---- Information supplied
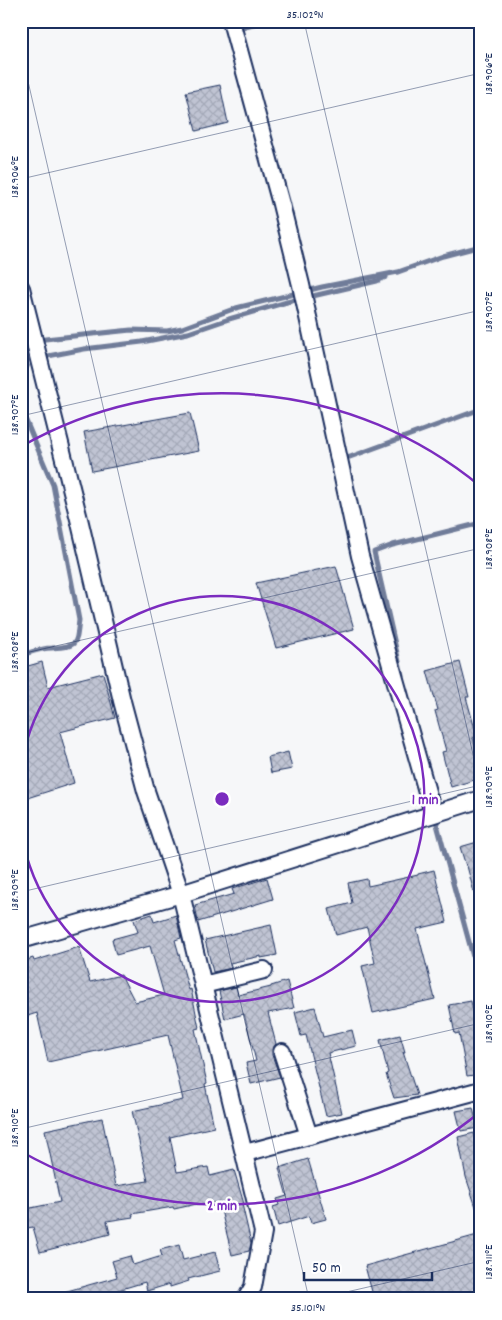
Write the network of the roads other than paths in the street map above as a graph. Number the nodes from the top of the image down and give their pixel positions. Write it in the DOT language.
graph roads {
  1 [pos="231,21"];
  2 [pos="21,288"];
  3 [pos="481,799"];
  4 [pos="433,813"];
  5 [pos="181,894"];
  6 [pos="21,940"];
  7 [pos="264,970"];
  8 [pos="203,985"];
  9 [pos="282,1052"];
  10 [pos="480,1091"];
  11 [pos="309,1136"];
  12 [pos="245,1153"];
  13 [pos="246,1299"];
  1 -- 4 [label="street"];
  2 -- 5 [label="street"];
  3 -- 4 [label="street"];
  4 -- 5 [label="street"];
  5 -- 6 [label="street"];
  5 -- 8 [label="street"];
  7 -- 8 [label="street"];
  8 -- 12 [label="street"];
  9 -- 11 [label="street"];
  10 -- 11 [label="street"];
  11 -- 12 [label="street"];
  12 -- 13 [label="street"];
}
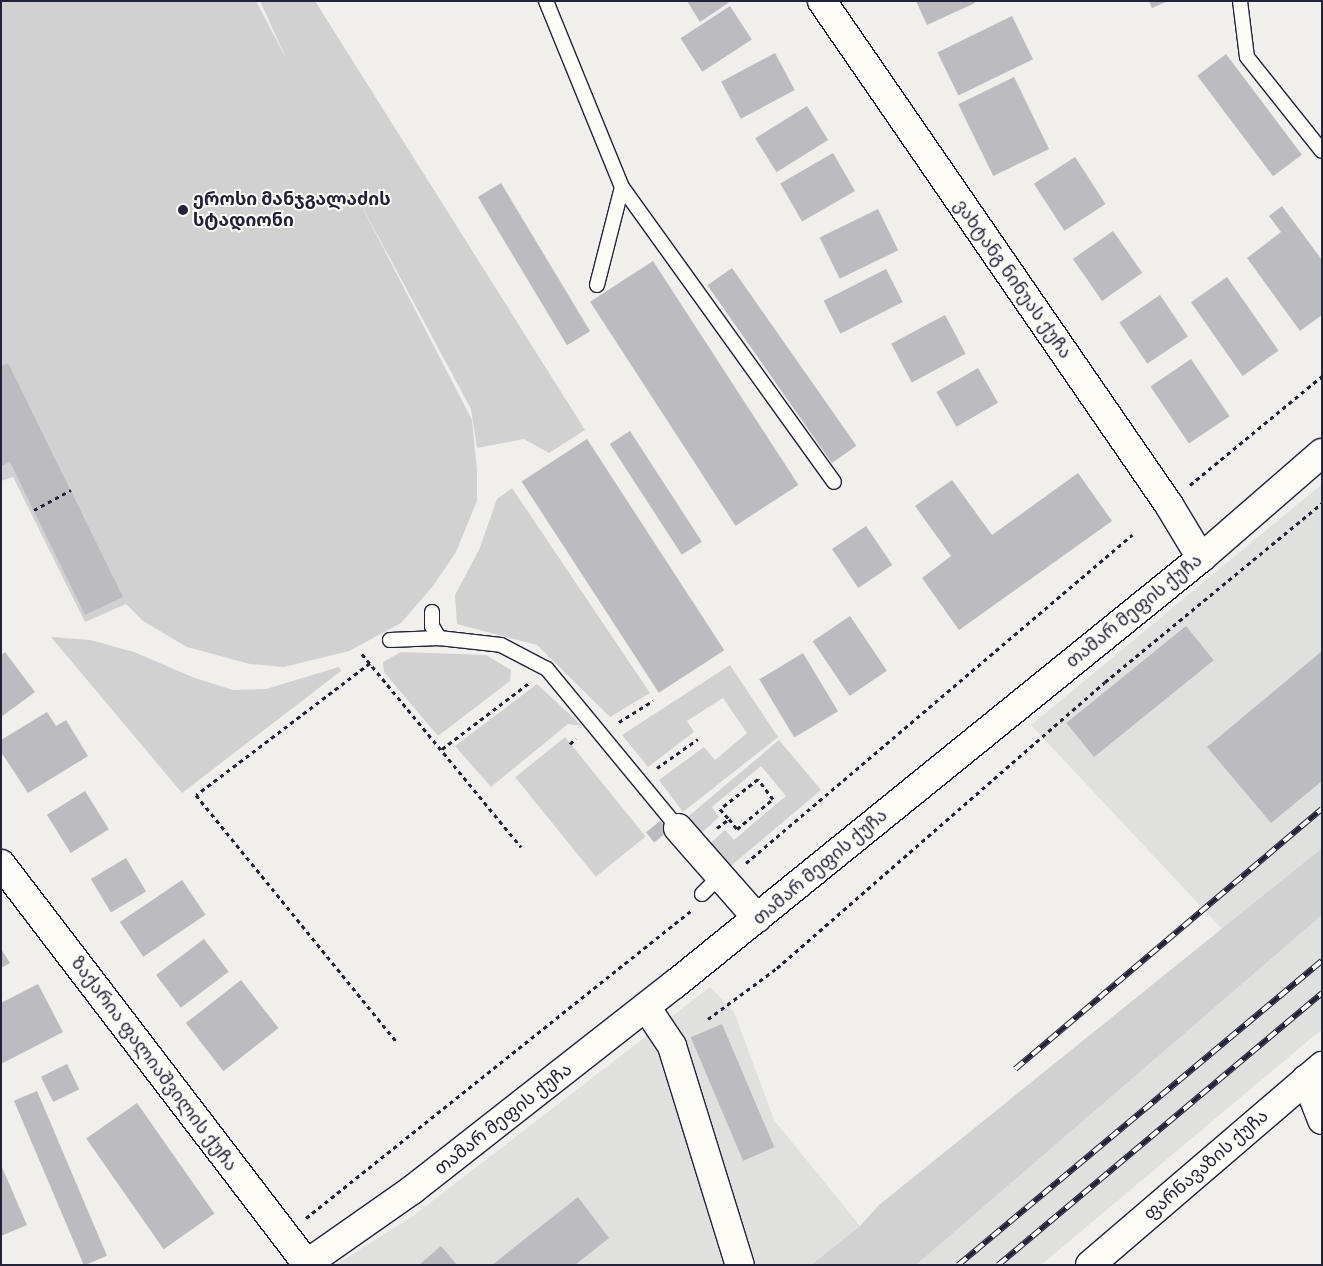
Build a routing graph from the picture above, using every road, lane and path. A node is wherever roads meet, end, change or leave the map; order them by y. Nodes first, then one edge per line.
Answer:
1 (546, 1) edge
2 (822, 1) edge
3 (1240, 1) edge
4 (1322, 151) edge
5 (622, 187) junction
6 (596, 285) dead end
7 (1322, 376) edge
8 (1322, 453) edge
9 (834, 482) dead end
10 (71, 490) dead end
11 (1184, 490) dead end
12 (1322, 503) edge
13 (34, 510) dead end
14 (1201, 558) junction
15 (432, 612) dead end
16 (439, 638) junction
17 (390, 640) dead end
18 (362, 654) dead end
19 (370, 663) junction
20 (547, 669) junction
21 (653, 701) dead end
22 (601, 733) junction
23 (698, 739) dead end
24 (442, 749) junction
25 (640, 779) junction
26 (729, 819) junction
27 (687, 837) junction
28 (521, 847) dead end
29 (1, 864) edge
30 (758, 918) junction
31 (646, 1007) junction
32 (708, 1019) dead end
33 (396, 1041) dead end
34 (1314, 1073) edge
35 (1322, 1120) edge
36 (306, 1264) edge
37 (740, 1265) edge
38 (1090, 1265) edge

1 - 5 lane
2 - 14 street, ვახტანგ ნინუას ქუჩა
3 - 4 lane
5 - 6 lane
5 - 9 lane
7 - 11 path
8 - 14 street, თამარ მეფის ქუჩა
10 - 13 path
12 - 32 path
14 - 30 street, თამარ მეფის ქუჩა
15 - 16 lane
16 - 17 lane
16 - 20 lane
18 - 19 path
19 - 24 path
19 - 33 path
20 - 22 lane
20 - 24 path
21 - 22 path
22 - 25 lane
23 - 25 path
24 - 28 path
25 - 27 lane
26 - 26 path
26 - 27 path
27 - 30 street
29 - 36 street, ზაქარია ფალიაშვილის ქუჩა
30 - 31 street, თამარ მეფის ქუჩა
31 - 36 street, თამარ მეფის ქუჩა
31 - 37 street
34 - 35 street
34 - 38 street, ფარნავაზის ქუჩა

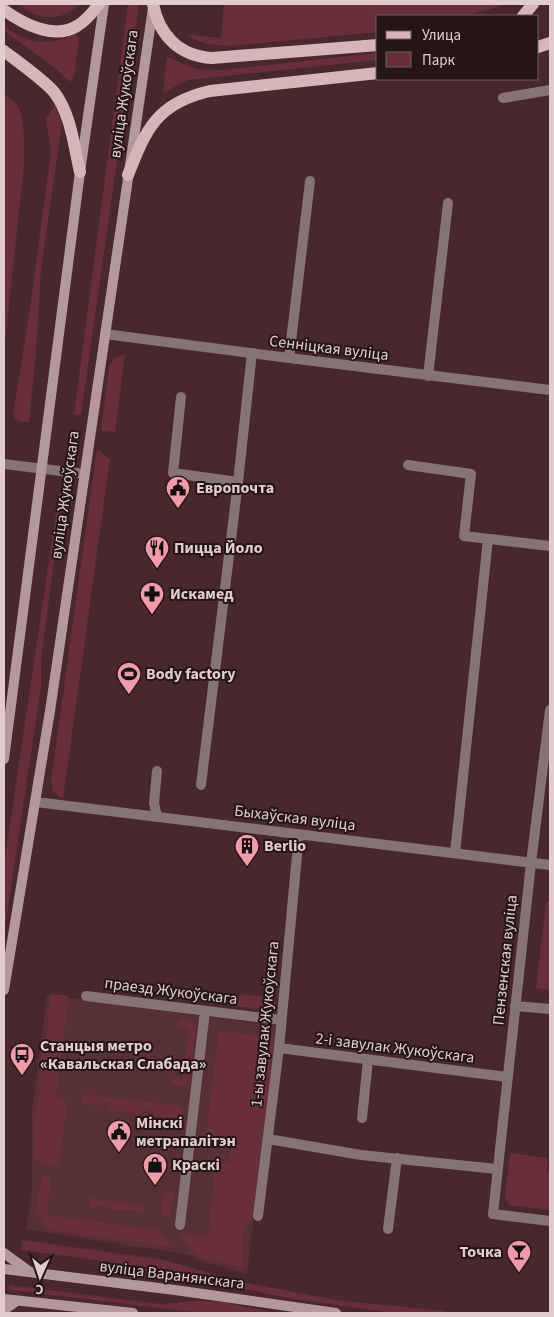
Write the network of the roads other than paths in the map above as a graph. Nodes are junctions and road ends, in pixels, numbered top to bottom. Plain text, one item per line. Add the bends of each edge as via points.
1 (99, 4) edge
2 (104, 4) edge
3 (153, 4) edge
4 (534, 4) edge
5 (4, 10) edge
6 (524, 15) edge
7 (376, 45) edge
8 (4, 51) edge
9 (376, 74) edge
10 (550, 90) edge
11 (503, 98) dead end
12 (80, 172) junction
13 (128, 176) junction
14 (310, 181) dead end
15 (448, 203) dead end
16 (105, 334) junction
17 (252, 353) junction
18 (289, 358) junction
19 (428, 376) junction
20 (550, 390) edge
21 (181, 397) dead end
22 (4, 464) edge
23 (408, 465) dead end
24 (41, 468) junction
25 (86, 474) junction
26 (238, 482) junction
27 (488, 539) junction
28 (550, 546) edge
29 (550, 710) edge
30 (4, 759) edge
31 (158, 771) dead end
32 (201, 785) dead end
33 (36, 802) junction
34 (157, 817) junction
35 (299, 834) junction
36 (455, 853) junction
37 (531, 862) junction
38 (550, 865) edge
39 (4, 990) edge
40 (86, 996) dead end
41 (515, 1006) junction
42 (550, 1010) edge
43 (205, 1011) junction
44 (281, 1020) junction
45 (279, 1048) junction
46 (368, 1060) junction
47 (507, 1078) junction
48 (362, 1118) dead end
49 (268, 1139) junction
50 (398, 1158) junction
51 (497, 1169) junction
52 (258, 1216) dead end
53 (550, 1221) edge
54 (180, 1226) dead end
55 (388, 1228) dead end
56 (4, 1253) edge
57 (4, 1269) edge
58 (31, 1273) junction
59 (4, 1299) edge
60 (17, 1301) junction
61 (4, 1310) edge
62 (133, 1313) edge
63 (336, 1313) edge

1 - 5 main road via 76,27 57,31 38,29
2 - 12 main road, вуліца Жукоўскага
3 - 7 main road via 167,38 197,57
3 - 13 main road, вуліца Жукоўскага
4 - 6 main road
8 - 12 main road via 54,91 68,122
9 - 13 main road via 210,91 189,96 166,110 150,127
10 - 11 street
12 - 24 main road, вуліца Жукоўскага
13 - 16 main road, вуліца Жукоўскага
14 - 18 street
15 - 19 street
16 - 17 street, Сенніцкая вуліца
16 - 25 main road, вуліца Жукоўскага
17 - 18 street, Сенніцкая вуліца
17 - 26 street
18 - 19 street, Сенніцкая вуліца
19 - 20 street, Сенніцкая вуліца
21 - 26 street via 172,474
22 - 24 street
23 - 27 street via 471,474 464,536
24 - 25 street
24 - 30 main road, вуліца Жукоўскага
25 - 33 main road, вуліца Жукоўскага
26 - 32 street
27 - 28 street
27 - 36 street
29 - 37 street, Пензенская вуліца
31 - 34 street via 154,803
33 - 34 street, Быхаўская вуліца
33 - 39 main road, вуліца Жукоўскага
34 - 35 street, Быхаўская вуліца
35 - 36 street, Быхаўская вуліца
35 - 44 street, 1-ы завулак Жукоўскага
36 - 37 street, Быхаўская вуліца
37 - 38 street, Быхаўская вуліца
37 - 41 street, Пензенская вуліца
40 - 43 street, праезд Жукоўскага
41 - 42 street
41 - 47 street, Пензенская вуліца
43 - 44 street, праезд Жукоўскага
43 - 54 street
44 - 45 street, 1-ы завулак Жукоўскага
45 - 46 street, 2-і завулак Жукоўскага
45 - 49 street, 1-ы завулак Жукоўскага
46 - 47 street, 2-і завулак Жукоўскага
46 - 48 street
47 - 51 street, Пензенская вуліца
49 - 50 street
49 - 52 street, 1-ы завулак Жукоўскага
50 - 51 street
50 - 55 street
51 - 53 street, Пензенская вуліца via 493,1214
56 - 58 main road
57 - 58 main road, вуліца Варанянскага
58 - 63 main road, вуліца Варанянскага
59 - 60 main road
60 - 61 main road
60 - 62 main road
--------
Directions:
Copy the data above line for line, skipping every picture.

Exercise answer:
Write the network of the roads other than paths in the street map above as a graph. Number the nodes from the top of the image down and give their pixel positions. Write it in the DOT language.
graph roads {
  1 [pos="231,21"];
  2 [pos="21,288"];
  3 [pos="481,799"];
  4 [pos="433,813"];
  5 [pos="181,894"];
  6 [pos="21,940"];
  7 [pos="264,970"];
  8 [pos="203,985"];
  9 [pos="282,1052"];
  10 [pos="480,1091"];
  11 [pos="309,1136"];
  12 [pos="245,1153"];
  13 [pos="246,1299"];
  1 -- 4 [label="street"];
  2 -- 5 [label="street"];
  3 -- 4 [label="street"];
  4 -- 5 [label="street"];
  5 -- 6 [label="street"];
  5 -- 8 [label="street"];
  7 -- 8 [label="street"];
  8 -- 12 [label="street"];
  9 -- 11 [label="street"];
  10 -- 11 [label="street"];
  11 -- 12 [label="street"];
  12 -- 13 [label="street"];
}
Build a routing graph from the picture above, using every road, lane and path. A node is wherever roads meet, end, change or leave the map; order them by y. Nodes first, then one edge per line.
Answer:
1 (546, 1) edge
2 (822, 1) edge
3 (1240, 1) edge
4 (1322, 151) edge
5 (622, 187) junction
6 (596, 285) dead end
7 (1322, 376) edge
8 (1322, 453) edge
9 (834, 482) dead end
10 (71, 490) dead end
11 (1184, 490) dead end
12 (1322, 503) edge
13 (34, 510) dead end
14 (1201, 558) junction
15 (432, 612) dead end
16 (439, 638) junction
17 (390, 640) dead end
18 (362, 654) dead end
19 (370, 663) junction
20 (547, 669) junction
21 (653, 701) dead end
22 (601, 733) junction
23 (698, 739) dead end
24 (442, 749) junction
25 (640, 779) junction
26 (729, 819) junction
27 (687, 837) junction
28 (521, 847) dead end
29 (1, 864) edge
30 (758, 918) junction
31 (646, 1007) junction
32 (708, 1019) dead end
33 (396, 1041) dead end
34 (1314, 1073) edge
35 (1322, 1120) edge
36 (306, 1264) edge
37 (740, 1265) edge
38 (1090, 1265) edge

1 - 5 lane
2 - 14 street, ვახტანგ ნინუას ქუჩა
3 - 4 lane
5 - 6 lane
5 - 9 lane
7 - 11 path
8 - 14 street, თამარ მეფის ქუჩა
10 - 13 path
12 - 32 path
14 - 30 street, თამარ მეფის ქუჩა
15 - 16 lane
16 - 17 lane
16 - 20 lane
18 - 19 path
19 - 24 path
19 - 33 path
20 - 22 lane
20 - 24 path
21 - 22 path
22 - 25 lane
23 - 25 path
24 - 28 path
25 - 27 lane
26 - 26 path
26 - 27 path
27 - 30 street
29 - 36 street, ზაქარია ფალიაშვილის ქუჩა
30 - 31 street, თამარ მეფის ქუჩა
31 - 36 street, თამარ მეფის ქუჩა
31 - 37 street
34 - 35 street
34 - 38 street, ფარნავაზის ქუჩა

Write the network of the roads other than paths in the map above as a graph. Nodes are junctions and road ends, in pixels, numbered top to bottom. Plain text, one item per line. Add the bends of each edge as via points.
1 (99, 4) edge
2 (104, 4) edge
3 (153, 4) edge
4 (534, 4) edge
5 (4, 10) edge
6 (524, 15) edge
7 (376, 45) edge
8 (4, 51) edge
9 (376, 74) edge
10 (550, 90) edge
11 (503, 98) dead end
12 (80, 172) junction
13 (128, 176) junction
14 (310, 181) dead end
15 (448, 203) dead end
16 (105, 334) junction
17 (252, 353) junction
18 (289, 358) junction
19 (428, 376) junction
20 (550, 390) edge
21 (181, 397) dead end
22 (4, 464) edge
23 (408, 465) dead end
24 (41, 468) junction
25 (86, 474) junction
26 (238, 482) junction
27 (488, 539) junction
28 (550, 546) edge
29 (550, 710) edge
30 (4, 759) edge
31 (158, 771) dead end
32 (201, 785) dead end
33 (36, 802) junction
34 (157, 817) junction
35 (299, 834) junction
36 (455, 853) junction
37 (531, 862) junction
38 (550, 865) edge
39 (4, 990) edge
40 (86, 996) dead end
41 (515, 1006) junction
42 (550, 1010) edge
43 (205, 1011) junction
44 (281, 1020) junction
45 (279, 1048) junction
46 (368, 1060) junction
47 (507, 1078) junction
48 (362, 1118) dead end
49 (268, 1139) junction
50 (398, 1158) junction
51 (497, 1169) junction
52 (258, 1216) dead end
53 (550, 1221) edge
54 (180, 1226) dead end
55 (388, 1228) dead end
56 (4, 1253) edge
57 (4, 1269) edge
58 (31, 1273) junction
59 (4, 1299) edge
60 (17, 1301) junction
61 (4, 1310) edge
62 (133, 1313) edge
63 (336, 1313) edge

1 - 5 main road via 76,27 57,31 38,29
2 - 12 main road, вуліца Жукоўскага
3 - 7 main road via 167,38 197,57
3 - 13 main road, вуліца Жукоўскага
4 - 6 main road
8 - 12 main road via 54,91 68,122
9 - 13 main road via 210,91 189,96 166,110 150,127
10 - 11 street
12 - 24 main road, вуліца Жукоўскага
13 - 16 main road, вуліца Жукоўскага
14 - 18 street
15 - 19 street
16 - 17 street, Сенніцкая вуліца
16 - 25 main road, вуліца Жукоўскага
17 - 18 street, Сенніцкая вуліца
17 - 26 street
18 - 19 street, Сенніцкая вуліца
19 - 20 street, Сенніцкая вуліца
21 - 26 street via 172,474
22 - 24 street
23 - 27 street via 471,474 464,536
24 - 25 street
24 - 30 main road, вуліца Жукоўскага
25 - 33 main road, вуліца Жукоўскага
26 - 32 street
27 - 28 street
27 - 36 street
29 - 37 street, Пензенская вуліца
31 - 34 street via 154,803
33 - 34 street, Быхаўская вуліца
33 - 39 main road, вуліца Жукоўскага
34 - 35 street, Быхаўская вуліца
35 - 36 street, Быхаўская вуліца
35 - 44 street, 1-ы завулак Жукоўскага
36 - 37 street, Быхаўская вуліца
37 - 38 street, Быхаўская вуліца
37 - 41 street, Пензенская вуліца
40 - 43 street, праезд Жукоўскага
41 - 42 street
41 - 47 street, Пензенская вуліца
43 - 44 street, праезд Жукоўскага
43 - 54 street
44 - 45 street, 1-ы завулак Жукоўскага
45 - 46 street, 2-і завулак Жукоўскага
45 - 49 street, 1-ы завулак Жукоўскага
46 - 47 street, 2-і завулак Жукоўскага
46 - 48 street
47 - 51 street, Пензенская вуліца
49 - 50 street
49 - 52 street, 1-ы завулак Жукоўскага
50 - 51 street
50 - 55 street
51 - 53 street, Пензенская вуліца via 493,1214
56 - 58 main road
57 - 58 main road, вуліца Варанянскага
58 - 63 main road, вуліца Варанянскага
59 - 60 main road
60 - 61 main road
60 - 62 main road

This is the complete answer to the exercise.